**DATA RECORDS**:

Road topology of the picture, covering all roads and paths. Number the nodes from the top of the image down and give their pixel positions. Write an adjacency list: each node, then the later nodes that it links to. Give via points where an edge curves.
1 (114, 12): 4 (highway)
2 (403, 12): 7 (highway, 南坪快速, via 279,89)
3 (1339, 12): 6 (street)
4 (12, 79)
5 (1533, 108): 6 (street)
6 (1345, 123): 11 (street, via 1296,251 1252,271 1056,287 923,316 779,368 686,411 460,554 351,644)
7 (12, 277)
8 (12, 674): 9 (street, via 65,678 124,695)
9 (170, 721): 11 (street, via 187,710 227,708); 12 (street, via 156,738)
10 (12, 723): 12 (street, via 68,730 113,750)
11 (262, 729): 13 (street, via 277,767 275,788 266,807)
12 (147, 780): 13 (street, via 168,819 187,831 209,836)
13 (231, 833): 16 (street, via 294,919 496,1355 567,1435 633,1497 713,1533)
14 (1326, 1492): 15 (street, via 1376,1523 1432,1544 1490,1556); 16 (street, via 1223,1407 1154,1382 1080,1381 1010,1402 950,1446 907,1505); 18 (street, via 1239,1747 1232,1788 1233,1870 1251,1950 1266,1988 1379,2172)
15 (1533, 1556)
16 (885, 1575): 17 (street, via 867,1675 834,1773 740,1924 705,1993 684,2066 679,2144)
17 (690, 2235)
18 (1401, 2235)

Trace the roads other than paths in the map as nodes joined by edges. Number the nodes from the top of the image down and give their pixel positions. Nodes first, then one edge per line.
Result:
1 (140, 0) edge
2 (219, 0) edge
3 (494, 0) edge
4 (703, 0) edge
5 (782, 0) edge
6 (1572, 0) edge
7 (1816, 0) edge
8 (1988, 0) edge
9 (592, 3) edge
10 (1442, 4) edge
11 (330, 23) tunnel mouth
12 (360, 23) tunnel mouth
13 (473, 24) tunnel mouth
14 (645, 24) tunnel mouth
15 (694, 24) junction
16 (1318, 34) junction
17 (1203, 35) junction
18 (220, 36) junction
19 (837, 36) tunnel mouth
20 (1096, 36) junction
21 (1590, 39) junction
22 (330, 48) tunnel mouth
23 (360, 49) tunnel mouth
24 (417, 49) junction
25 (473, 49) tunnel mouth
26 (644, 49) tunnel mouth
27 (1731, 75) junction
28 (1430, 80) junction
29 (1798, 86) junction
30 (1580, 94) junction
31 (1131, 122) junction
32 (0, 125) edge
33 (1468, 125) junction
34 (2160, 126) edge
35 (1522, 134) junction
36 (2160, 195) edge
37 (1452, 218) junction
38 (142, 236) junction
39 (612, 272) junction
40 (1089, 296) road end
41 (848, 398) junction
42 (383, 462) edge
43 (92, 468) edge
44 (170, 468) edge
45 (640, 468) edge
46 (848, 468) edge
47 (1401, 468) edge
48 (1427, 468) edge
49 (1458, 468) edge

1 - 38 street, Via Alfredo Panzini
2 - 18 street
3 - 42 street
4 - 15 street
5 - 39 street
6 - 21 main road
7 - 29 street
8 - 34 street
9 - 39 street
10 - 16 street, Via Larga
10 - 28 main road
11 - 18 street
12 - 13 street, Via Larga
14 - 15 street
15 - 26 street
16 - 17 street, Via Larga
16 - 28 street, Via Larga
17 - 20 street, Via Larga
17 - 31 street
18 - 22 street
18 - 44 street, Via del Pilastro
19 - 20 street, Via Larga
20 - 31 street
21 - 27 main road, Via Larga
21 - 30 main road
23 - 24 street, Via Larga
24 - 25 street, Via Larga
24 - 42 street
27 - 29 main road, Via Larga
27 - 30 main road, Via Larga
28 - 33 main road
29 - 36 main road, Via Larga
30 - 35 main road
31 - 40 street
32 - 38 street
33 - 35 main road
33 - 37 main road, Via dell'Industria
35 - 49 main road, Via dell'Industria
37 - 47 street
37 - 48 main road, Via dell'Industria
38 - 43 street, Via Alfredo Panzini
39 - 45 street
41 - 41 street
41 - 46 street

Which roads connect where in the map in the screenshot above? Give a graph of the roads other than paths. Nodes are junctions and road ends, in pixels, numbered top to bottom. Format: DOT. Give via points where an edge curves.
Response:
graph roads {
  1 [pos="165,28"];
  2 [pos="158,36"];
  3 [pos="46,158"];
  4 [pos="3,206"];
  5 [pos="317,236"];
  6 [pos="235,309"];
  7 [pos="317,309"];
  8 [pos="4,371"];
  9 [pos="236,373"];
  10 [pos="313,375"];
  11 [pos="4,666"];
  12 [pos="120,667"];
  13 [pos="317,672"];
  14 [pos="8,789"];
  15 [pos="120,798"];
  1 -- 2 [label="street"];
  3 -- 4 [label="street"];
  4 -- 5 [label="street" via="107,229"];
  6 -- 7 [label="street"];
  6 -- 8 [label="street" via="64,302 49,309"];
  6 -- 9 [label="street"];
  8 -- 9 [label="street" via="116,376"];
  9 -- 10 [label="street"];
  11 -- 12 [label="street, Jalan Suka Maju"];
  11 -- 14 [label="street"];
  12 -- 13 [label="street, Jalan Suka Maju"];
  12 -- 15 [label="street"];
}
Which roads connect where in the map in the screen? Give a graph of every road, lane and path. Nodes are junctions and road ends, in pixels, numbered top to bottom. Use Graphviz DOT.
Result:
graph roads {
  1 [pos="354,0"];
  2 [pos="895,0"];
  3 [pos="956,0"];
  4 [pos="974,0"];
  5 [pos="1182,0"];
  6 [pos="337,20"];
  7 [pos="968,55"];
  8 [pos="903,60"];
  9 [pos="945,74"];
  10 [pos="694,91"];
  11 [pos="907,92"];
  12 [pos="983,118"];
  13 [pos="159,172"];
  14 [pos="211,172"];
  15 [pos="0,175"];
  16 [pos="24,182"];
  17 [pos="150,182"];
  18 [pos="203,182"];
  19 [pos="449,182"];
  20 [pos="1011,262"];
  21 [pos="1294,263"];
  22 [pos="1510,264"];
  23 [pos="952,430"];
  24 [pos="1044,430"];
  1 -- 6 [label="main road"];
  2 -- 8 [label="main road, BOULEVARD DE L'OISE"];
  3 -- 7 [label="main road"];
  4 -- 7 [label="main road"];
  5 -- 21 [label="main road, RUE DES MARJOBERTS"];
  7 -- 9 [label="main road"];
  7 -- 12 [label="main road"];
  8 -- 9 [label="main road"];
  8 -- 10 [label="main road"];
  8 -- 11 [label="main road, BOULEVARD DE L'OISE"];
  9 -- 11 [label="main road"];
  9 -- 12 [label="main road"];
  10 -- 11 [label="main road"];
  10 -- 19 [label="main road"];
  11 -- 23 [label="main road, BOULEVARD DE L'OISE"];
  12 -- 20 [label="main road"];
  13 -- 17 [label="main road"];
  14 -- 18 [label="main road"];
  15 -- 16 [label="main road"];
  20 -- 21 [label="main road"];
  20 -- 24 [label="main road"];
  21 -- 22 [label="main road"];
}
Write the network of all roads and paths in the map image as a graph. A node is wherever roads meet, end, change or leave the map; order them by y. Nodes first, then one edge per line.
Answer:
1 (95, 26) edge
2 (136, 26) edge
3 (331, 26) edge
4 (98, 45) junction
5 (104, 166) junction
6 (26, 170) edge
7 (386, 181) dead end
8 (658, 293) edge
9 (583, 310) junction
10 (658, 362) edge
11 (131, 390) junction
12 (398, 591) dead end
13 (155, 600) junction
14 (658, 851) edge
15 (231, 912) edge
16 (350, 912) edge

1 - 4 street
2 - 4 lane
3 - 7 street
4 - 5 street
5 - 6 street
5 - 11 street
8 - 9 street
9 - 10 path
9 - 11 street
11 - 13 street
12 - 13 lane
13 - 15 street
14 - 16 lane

**YOUR OBJECTIVE**:
Find every line of the data that holds the string "first", then say how many there are and nothing else.

**SOLUTION TO THE PROBLEM**:
2